### Your goal
Please give the number of lines in the entries below that hold "Joanita", with no other words.

### Records shown
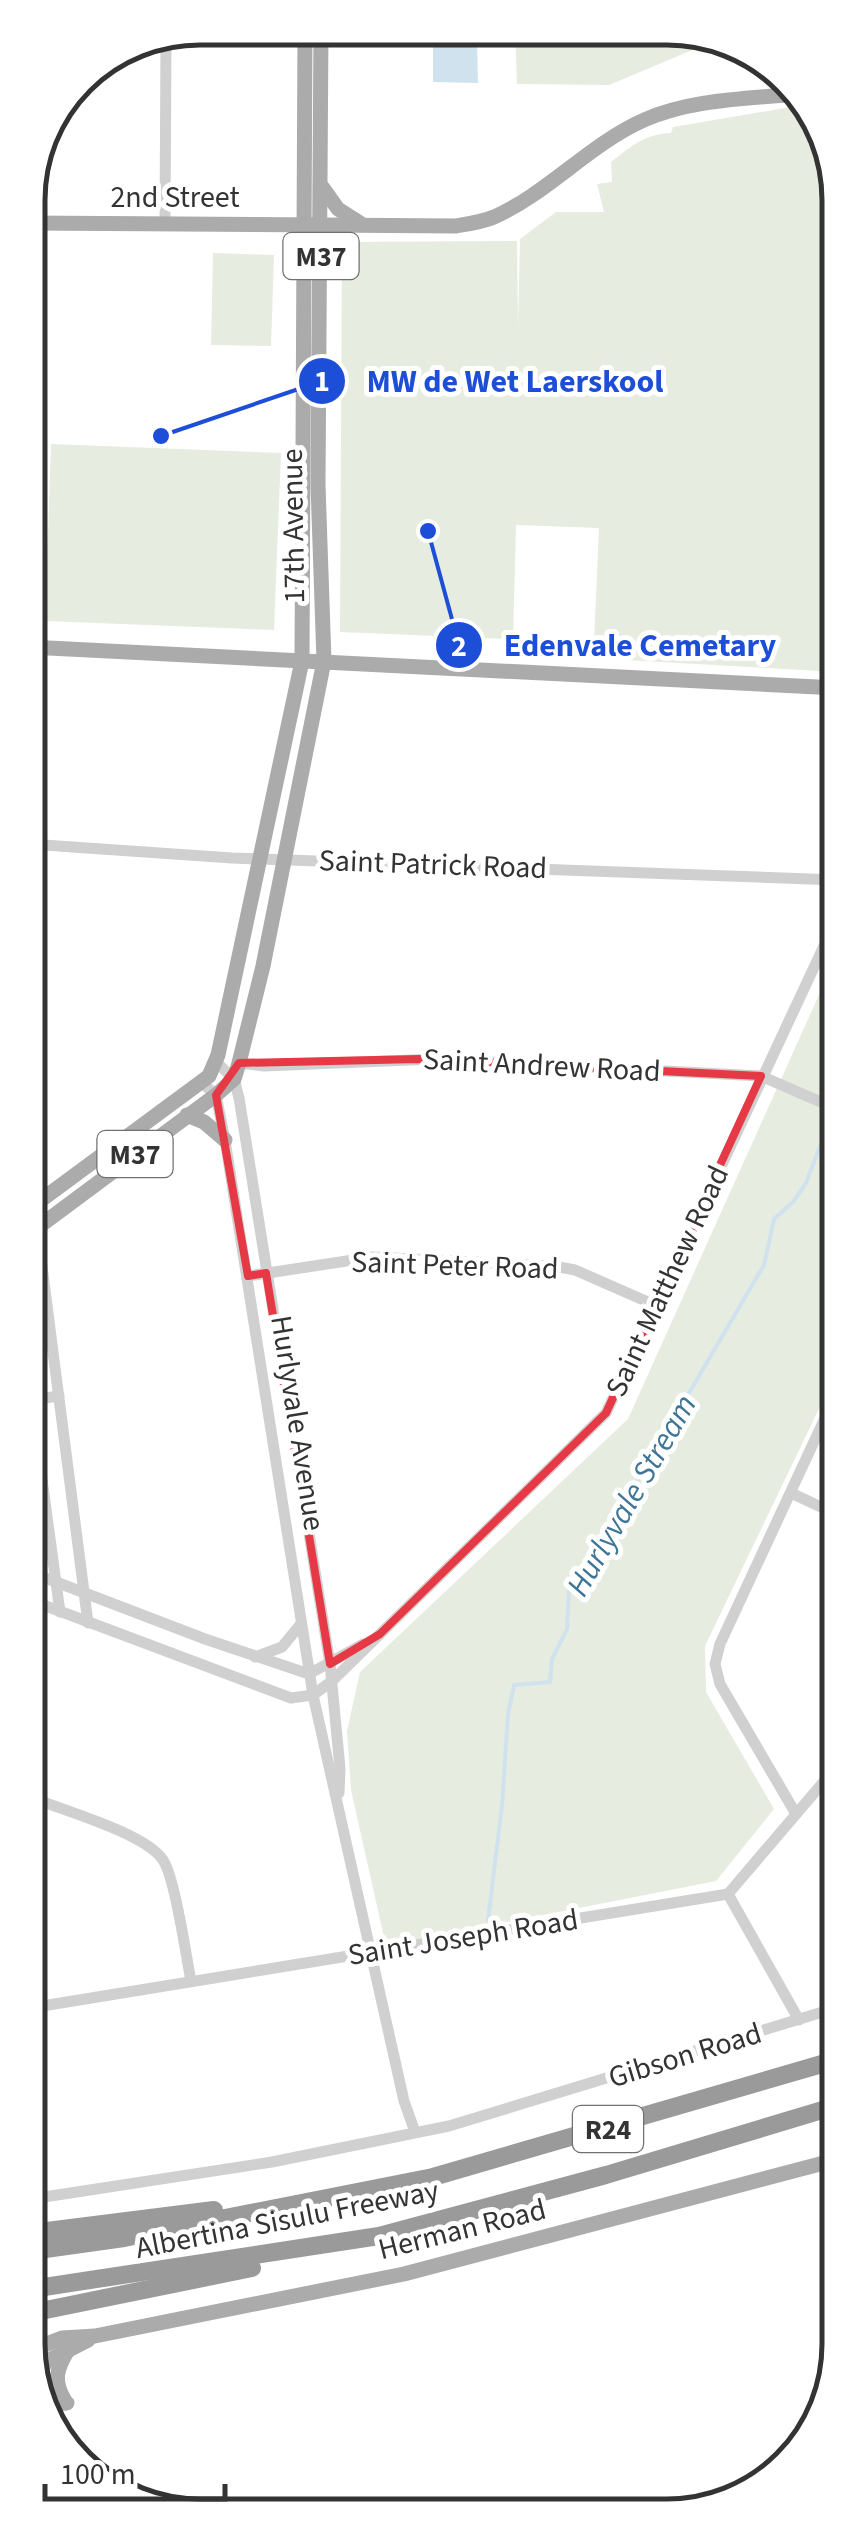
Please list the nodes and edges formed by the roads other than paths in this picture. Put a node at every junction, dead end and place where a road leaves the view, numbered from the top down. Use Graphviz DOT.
graph roads {
  1 [pos="305,45"];
  2 [pos="321,45"];
  3 [pos="166,49"];
  4 [pos="780,96"];
  5 [pos="321,184"];
  6 [pos="45,223"];
  7 [pos="165,224"];
  8 [pos="321,224"];
  9 [pos="362,224"];
  10 [pos="303,225"];
  11 [pos="45,649"];
  12 [pos="302,661"];
  13 [pos="324,662"];
  14 [pos="822,687"];
  15 [pos="45,845"];
  16 [pos="260,856"];
  17 [pos="282,858"];
  18 [pos="822,879"];
  19 [pos="822,949"];
  20 [pos="225,1018"];
  21 [pos="216,1062"];
  22 [pos="236,1071"];
  23 [pos="761,1076"];
  24 [pos="201,1082"];
  25 [pos="216,1095"];
  26 [pos="175,1101"];
  27 [pos="822,1103"];
  28 [pos="186,1116"];
  29 [pos="225,1140"];
  30 [pos="45,1198"];
  31 [pos="45,1222"];
  32 [pos="266,1273"];
  33 [pos="248,1276"];
  34 [pos="656,1306"];
  35 [pos="45,1307"];
  36 [pos="59,1396"];
  37 [pos="45,1398"];
  38 [pos="822,1425"];
  39 [pos="791,1492"];
  40 [pos="45,1505"];
  41 [pos="822,1507"];
  42 [pos="45,1578"];
  43 [pos="56,1582"];
  44 [pos="84,1594"];
  45 [pos="45,1606"];
  46 [pos="60,1612"];
  47 [pos="88,1623"];
  48 [pos="300,1625"];
  49 [pos="380,1634"];
  50 [pos="255,1657"];
  51 [pos="330,1664"];
  52 [pos="309,1674"];
  53 [pos="332,1681"];
  54 [pos="313,1695"];
  55 [pos="291,1698"];
  56 [pos="317,1718"];
  57 [pos="822,1784"];
  58 [pos="338,1802"];
  59 [pos="45,1804"];
  60 [pos="796,1814"];
  61 [pos="728,1894"];
  62 [pos="369,1953"];
  63 [pos="192,1982"];
  64 [pos="45,2006"];
  65 [pos="822,2013"];
  66 [pos="799,2020"];
  67 [pos="822,2065"];
  68 [pos="822,2110"];
  69 [pos="415,2132"];
  70 [pos="822,2163"];
  71 [pos="374,2191"];
  72 [pos="45,2196"];
  73 [pos="45,2231"];
  74 [pos="379,2236"];
  75 [pos="45,2248"];
  76 [pos="45,2287"];
  77 [pos="45,2311"];
  78 [pos="95,2336"];
  79 [pos="45,2345"];
  80 [pos="68,2350"];
  81 [pos="47,2361"];
  82 [pos="57,2403"];
  1 -- 10 [label="main road, 17th Avenue / M37"];
  2 -- 5 [label="main road, 17th Avenue / M37"];
  3 -- 7 [label="street"];
  4 -- 9 [label="main road, 2nd Street"];
  5 -- 8 [label="main road, 17th Avenue / M37"];
  5 -- 9 [label="main road"];
  6 -- 7 [label="main road, 2nd Street"];
  7 -- 10 [label="main road, 2nd Street"];
  8 -- 9 [label="main road, 2nd Street"];
  8 -- 10 [label="main road, 2nd Street"];
  8 -- 13 [label="main road, 17th Avenue / M37"];
  10 -- 12 [label="main road, 17th Avenue / M37"];
  11 -- 12 [label="main road"];
  12 -- 13 [label="main road"];
  12 -- 16 [label="main road, M37"];
  13 -- 14 [label="main road"];
  13 -- 17 [label="main road, Hurlyvale Avenue / M37"];
  15 -- 16 [label="street, Saint Patrick Road"];
  16 -- 17 [label="street, Saint Patrick Road"];
  16 -- 20 [label="main road, M37"];
  17 -- 18 [label="street, Saint Patrick Road"];
  17 -- 22 [label="main road, Hurlyvale Avenue / M37"];
  19 -- 23 [label="street, Saint Matthew Road"];
  20 -- 21 [label="main road, M37"];
  20 -- 26 [label="main road"];
  21 -- 22 [label="street"];
  21 -- 24 [label="main road, M37"];
  22 -- 23 [label="street, Saint Andrew Road"];
  22 -- 25 [label="main road, M37"];
  22 -- 32 [label="street, Hurlyvale Avenue"];
  23 -- 27 [label="street, Saint Andrew Road"];
  23 -- 34 [label="street, Saint Matthew Road"];
  24 -- 25 [label="street"];
  24 -- 26 [label="main road, M37"];
  25 -- 28 [label="main road, M37"];
  25 -- 29 [label="street, Hurlyvale Avenue"];
  26 -- 30 [label="main road, M37"];
  28 -- 29 [label="main road"];
  28 -- 31 [label="main road, M37"];
  29 -- 33 [label="street, Hurlyvale Avenue"];
  32 -- 33 [label="street, Saint Peter Road"];
  32 -- 34 [label="street, Saint Peter Road"];
  32 -- 51 [label="street, Hurlyvale Avenue"];
  33 -- 48 [label="street, Hurlyvale Avenue"];
  34 -- 49 [label="street, Saint Matthew Road"];
  35 -- 36 [label="street"];
  36 -- 37 [label="street"];
  36 -- 44 [label="street"];
  38 -- 39 [label="street"];
  39 -- 41 [label="street"];
  39 -- 60 [label="street"];
  40 -- 43 [label="street"];
  42 -- 43 [label="street"];
  43 -- 44 [label="street"];
  43 -- 46 [label="street"];
  44 -- 47 [label="street"];
  44 -- 50 [label="street"];
  45 -- 46 [label="street"];
  46 -- 47 [label="street"];
  47 -- 55 [label="street"];
  48 -- 50 [label="street"];
  48 -- 52 [label="street, Hurlyvale Avenue"];
  49 -- 51 [label="street, Saint Matthew Road"];
  49 -- 53 [label="street, Saint Matthew Road"];
  50 -- 52 [label="street"];
  51 -- 52 [label="street, Saint Matthew Road"];
  51 -- 53 [label="street, Hurlyvale Avenue"];
  52 -- 54 [label="street, Hurlyvale Avenue"];
  53 -- 54 [label="street, Saint Matthew Road"];
  53 -- 58 [label="street, Hurlyvale Avenue"];
  54 -- 55 [label="street"];
  54 -- 56 [label="street, Hurlyvale Avenue"];
  55 -- 56 [label="street"];
  56 -- 58 [label="street, Hurlyvale Avenue"];
  57 -- 60 [label="street"];
  58 -- 62 [label="street, Hurlyvale Avenue"];
  59 -- 63 [label="street"];
  60 -- 61 [label="street"];
  61 -- 62 [label="street, Saint Joseph Road"];
  61 -- 66 [label="street"];
  62 -- 63 [label="street, Saint Joseph Road"];
  62 -- 69 [label="street, Hurlyvale Avenue"];
  63 -- 64 [label="street, Saint Joseph Road"];
  65 -- 66 [label="street, Gibson Road"];
  66 -- 69 [label="street, Gibson Road"];
  67 -- 71 [label="highway, Albertina Sisulu Freeway / R24"];
  68 -- 74 [label="highway, Albertina Sisulu Freeway / R24"];
  69 -- 72 [label="street, Gibson Road"];
  70 -- 78 [label="main road, Herman Road"];
  71 -- 73 [label="highway"];
  71 -- 75 [label="highway, R24"];
  74 -- 76 [label="highway, Albertina Sisulu Freeway / R24"];
  74 -- 77 [label="highway"];
  78 -- 79 [label="main road, Herman Road"];
  78 -- 80 [label="main road, Herman Road"];
  80 -- 81 [label="main road, Herman Road"];
  80 -- 82 [label="main road"];
}
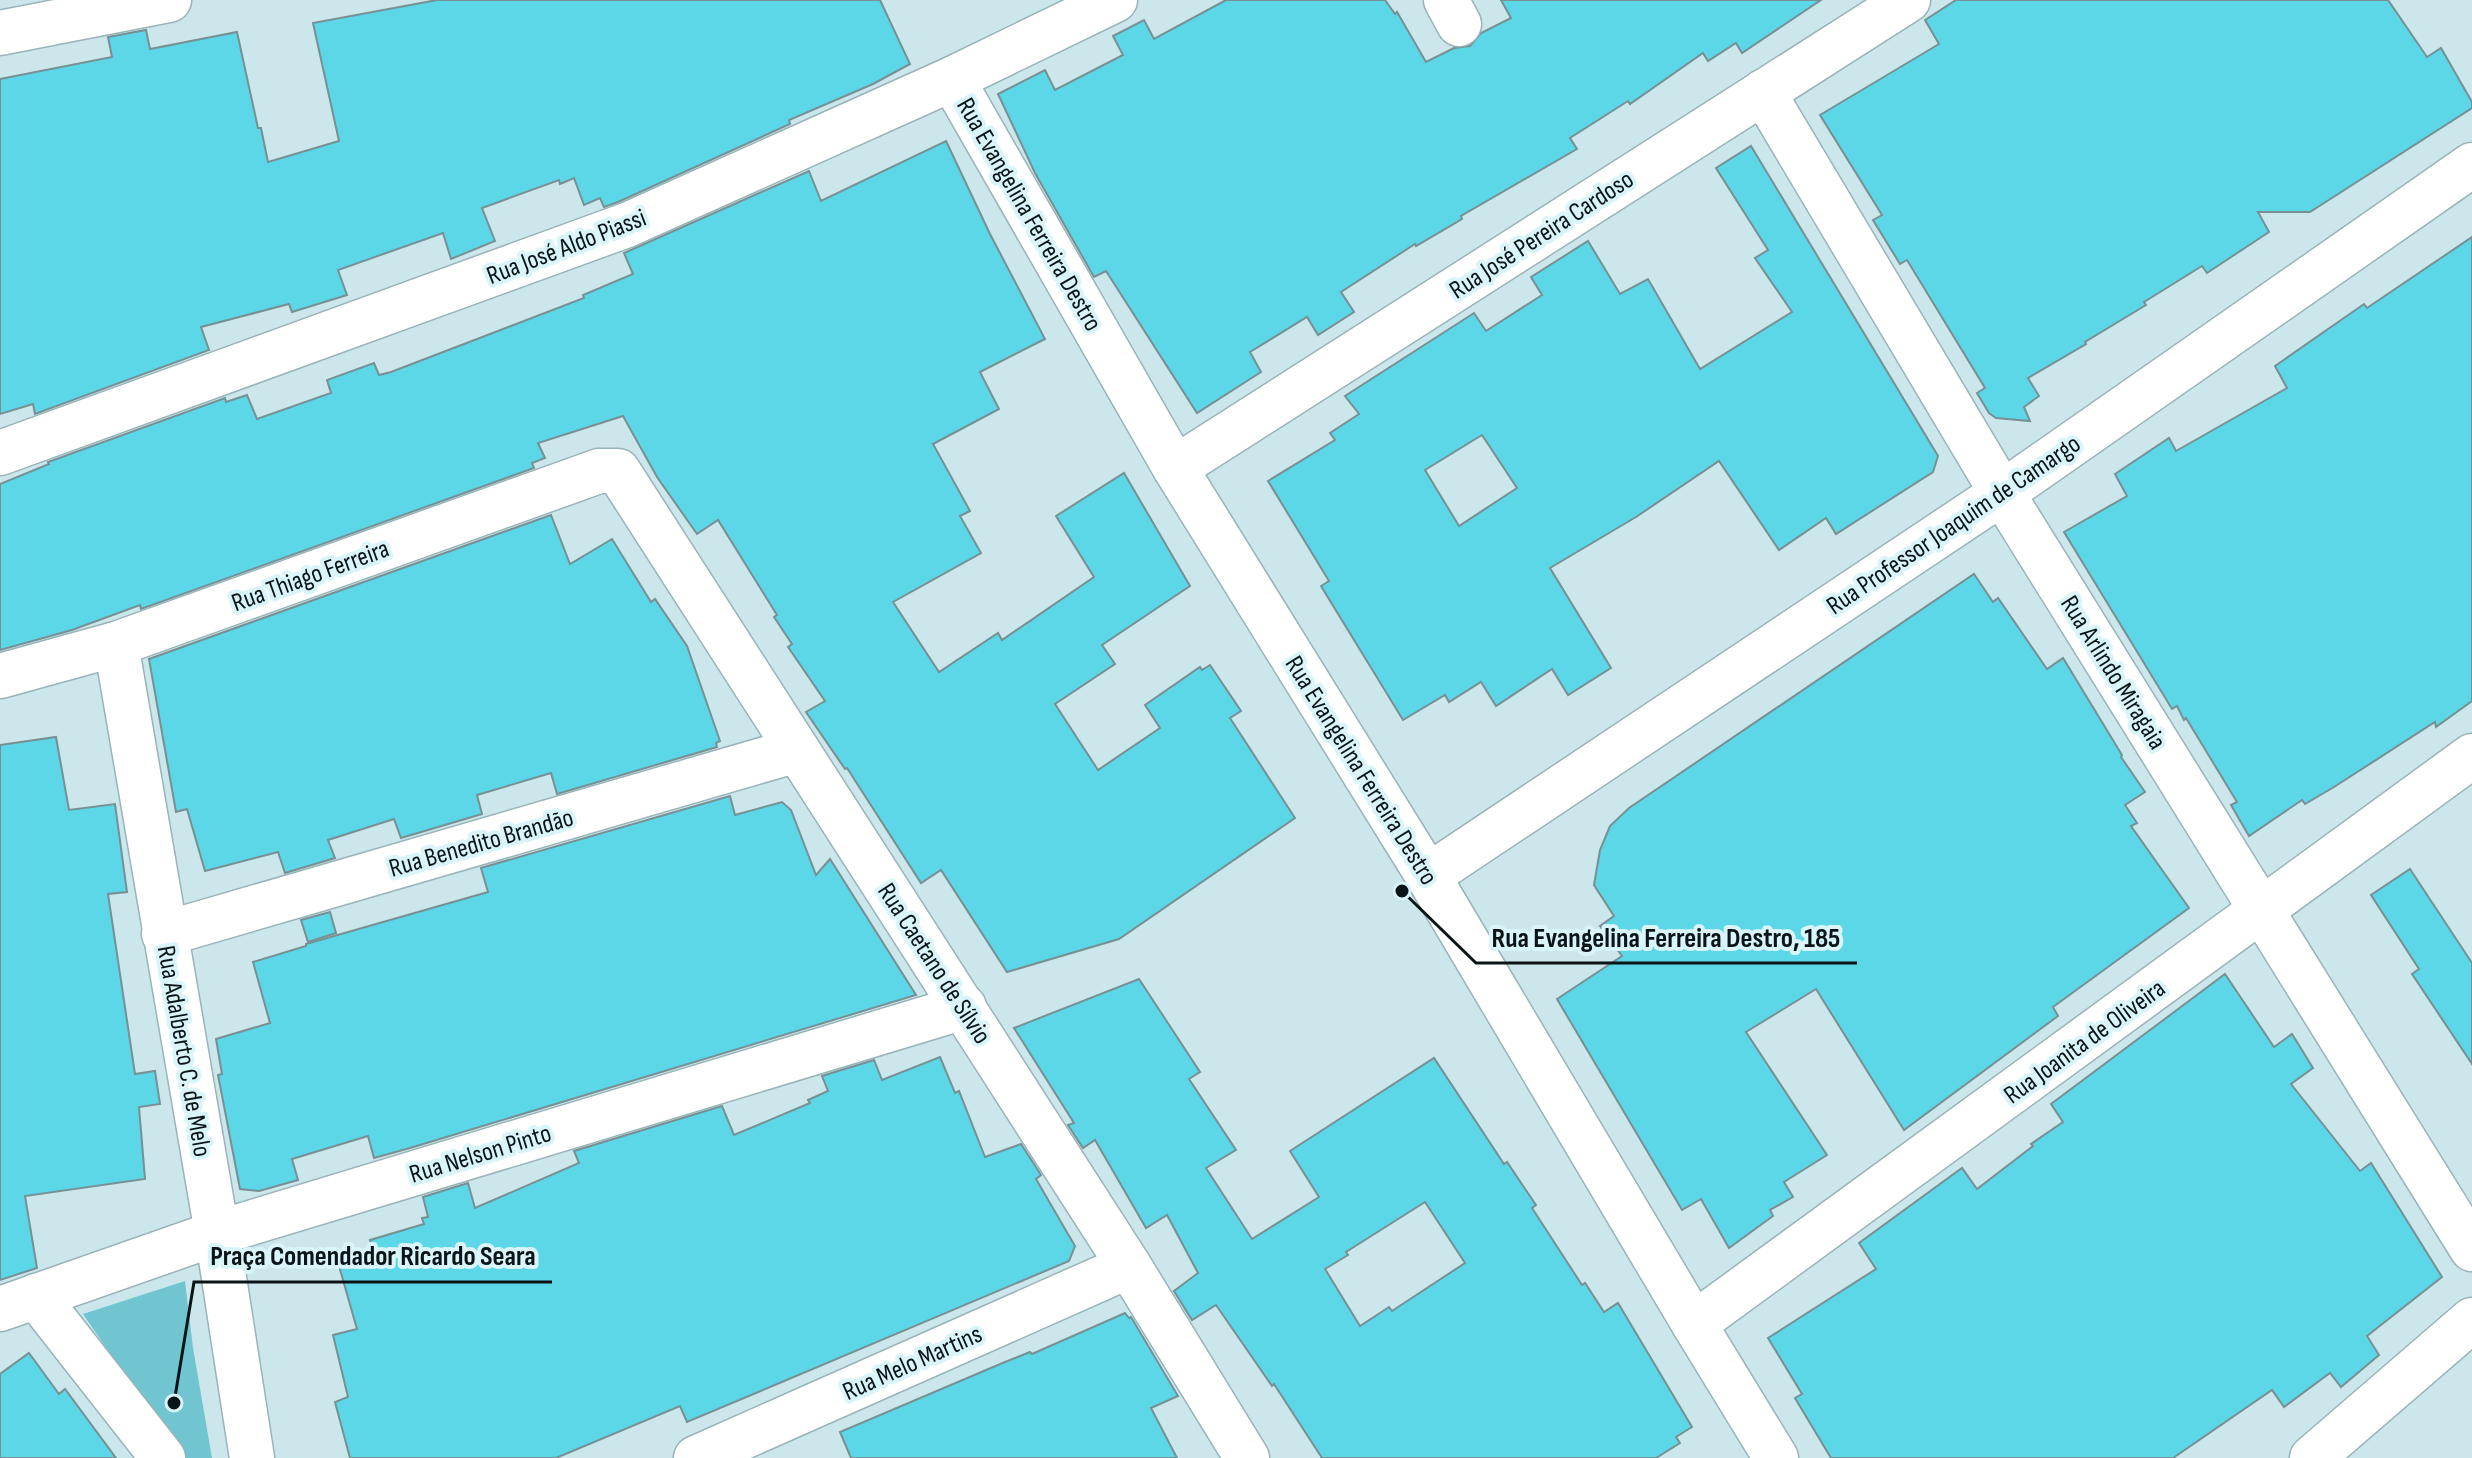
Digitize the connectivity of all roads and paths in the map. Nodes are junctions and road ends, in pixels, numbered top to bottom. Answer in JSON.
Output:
{"nodes":[{"id":1,"x":169,"y":0,"type":"edge"},
{"id":2,"x":1115,"y":0,"type":"edge"},
{"id":3,"x":1908,"y":0,"type":"edge"},
{"id":4,"x":0,"y":33,"type":"edge"},
{"id":5,"x":952,"y":79,"type":"junction"},
{"id":6,"x":1763,"y":92,"type":"junction"},
{"id":7,"x":2472,"y":165,"type":"edge"},
{"id":8,"x":0,"y":453,"type":"edge"},
{"id":9,"x":1175,"y":468,"type":"junction"},
{"id":10,"x":618,"y":471,"type":"joint"},
{"id":11,"x":2002,"y":493,"type":"junction"},
{"id":12,"x":116,"y":644,"type":"junction"},
{"id":13,"x":0,"y":676,"type":"edge"},
{"id":14,"x":797,"y":750,"type":"junction"},
{"id":15,"x":2472,"y":756,"type":"edge"},
{"id":16,"x":1428,"y":876,"type":"junction"},
{"id":17,"x":2263,"y":911,"type":"junction"},
{"id":18,"x":164,"y":934,"type":"junction"},
{"id":19,"x":964,"y":1007,"type":"junction"},
{"id":20,"x":217,"y":1233,"type":"junction"},
{"id":21,"x":2472,"y":1249,"type":"edge"},
{"id":22,"x":1129,"y":1266,"type":"junction"},
{"id":23,"x":18,"y":1302,"type":"edge"},
{"id":24,"x":2472,"y":1320,"type":"edge"},
{"id":25,"x":1694,"y":1324,"type":"junction"},
{"id":26,"x":163,"y":1458,"type":"edge"},
{"id":27,"x":252,"y":1458,"type":"edge"},
{"id":28,"x":696,"y":1458,"type":"edge"},
{"id":29,"x":1247,"y":1458,"type":"edge"},
{"id":30,"x":1776,"y":1458,"type":"edge"},
{"id":31,"x":2312,"y":1458,"type":"edge"}],
"edges":[{"from":1,"to":4,"type":"street"},
{"from":2,"to":5,"type":"street","name":"Rua José Aldo Piassi"},
{"from":3,"to":6,"type":"street","name":"Rua José Pereira Cardoso"},
{"from":5,"to":8,"type":"street","name":"Rua José Aldo Piassi"},
{"from":5,"to":9,"type":"street","name":"Rua Evangelina Ferreira Destro"},
{"from":6,"to":9,"type":"street","name":"Rua José Pereira Cardoso"},
{"from":6,"to":11,"type":"street","name":"Rua Arlindo Miragaia"},
{"from":7,"to":11,"type":"street","name":"Rua Professor Joaquim de Camargo"},
{"from":9,"to":16,"type":"street","name":"Rua Evangelina Ferreira Destro"},
{"from":10,"to":12,"type":"street","name":"Rua Thiago Ferreira"},
{"from":10,"to":14,"type":"street","name":"Rua Caetano de Sílvio"},
{"from":11,"to":16,"type":"street","name":"Rua Professor Joaquim de Camargo"},
{"from":11,"to":17,"type":"street","name":"Rua Arlindo Miragaia"},
{"from":12,"to":13,"type":"street","name":"Rua Thiago Ferreira"},
{"from":12,"to":18,"type":"street","name":"Rua Adalberto C. de Melo"},
{"from":14,"to":18,"type":"street","name":"Rua Benedito Brandão"},
{"from":14,"to":19,"type":"street","name":"Rua Caetano de Sílvio"},
{"from":15,"to":17,"type":"street","name":"Rua Joanita de Oliveira"},
{"from":16,"to":25,"type":"street","name":"Rua Evangelina Ferreira Destro"},
{"from":17,"to":21,"type":"street","name":"Rua Arlindo Miragaia"},
{"from":17,"to":25,"type":"street","name":"Rua Joanita de Oliveira"},
{"from":18,"to":20,"type":"street","name":"Rua Adalberto C. de Melo"},
{"from":19,"to":20,"type":"street","name":"Rua Nelson Pinto"},
{"from":19,"to":22,"type":"street","name":"Rua Caetano de Sílvio"},
{"from":20,"to":23,"type":"street","name":"Rua Nelson Pinto"},
{"from":20,"to":27,"type":"street","name":"Rua Adalberto C. de Melo"},
{"from":22,"to":28,"type":"street","name":"Rua Melo Martins"},
{"from":22,"to":29,"type":"street","name":"Rua Caetano de Sílvio"},
{"from":23,"to":26,"type":"street"},
{"from":24,"to":31,"type":"street"},
{"from":25,"to":30,"type":"street","name":"Rua Evangelina Ferreira Destro"}]}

### Written answer
2